### Supplied records
────

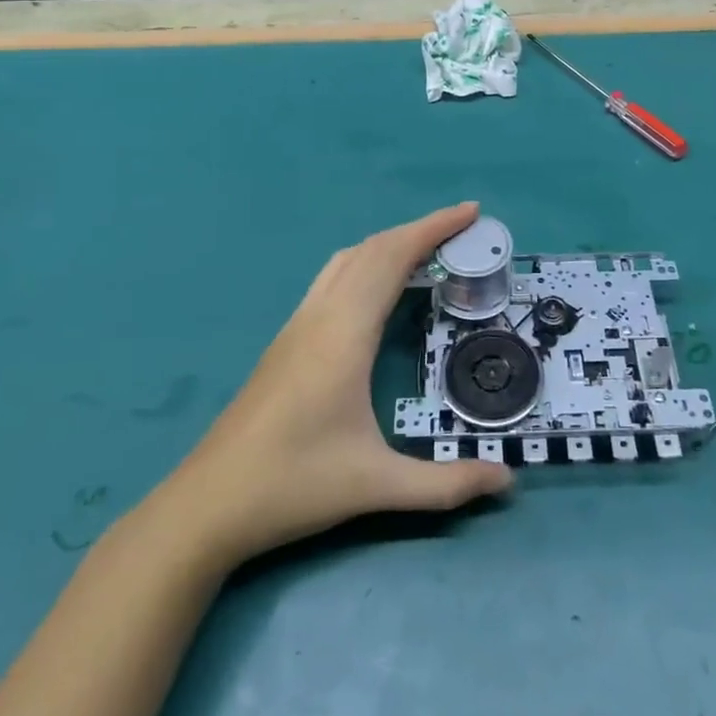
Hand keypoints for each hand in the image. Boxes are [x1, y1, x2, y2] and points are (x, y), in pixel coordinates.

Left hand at [166, 202, 512, 566]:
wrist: (208, 504)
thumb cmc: (293, 484)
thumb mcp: (376, 485)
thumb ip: (446, 485)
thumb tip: (508, 481)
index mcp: (344, 332)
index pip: (392, 257)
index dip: (433, 228)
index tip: (470, 211)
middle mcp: (320, 315)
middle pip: (371, 249)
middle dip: (419, 230)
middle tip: (462, 232)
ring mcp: (297, 325)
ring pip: (346, 260)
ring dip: (388, 245)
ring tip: (426, 253)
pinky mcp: (285, 341)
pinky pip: (331, 279)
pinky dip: (365, 264)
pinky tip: (377, 292)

────

### Task details
Across the entries above, how many lines contain the string "middle"? The number alone is the answer.

### Finished task
4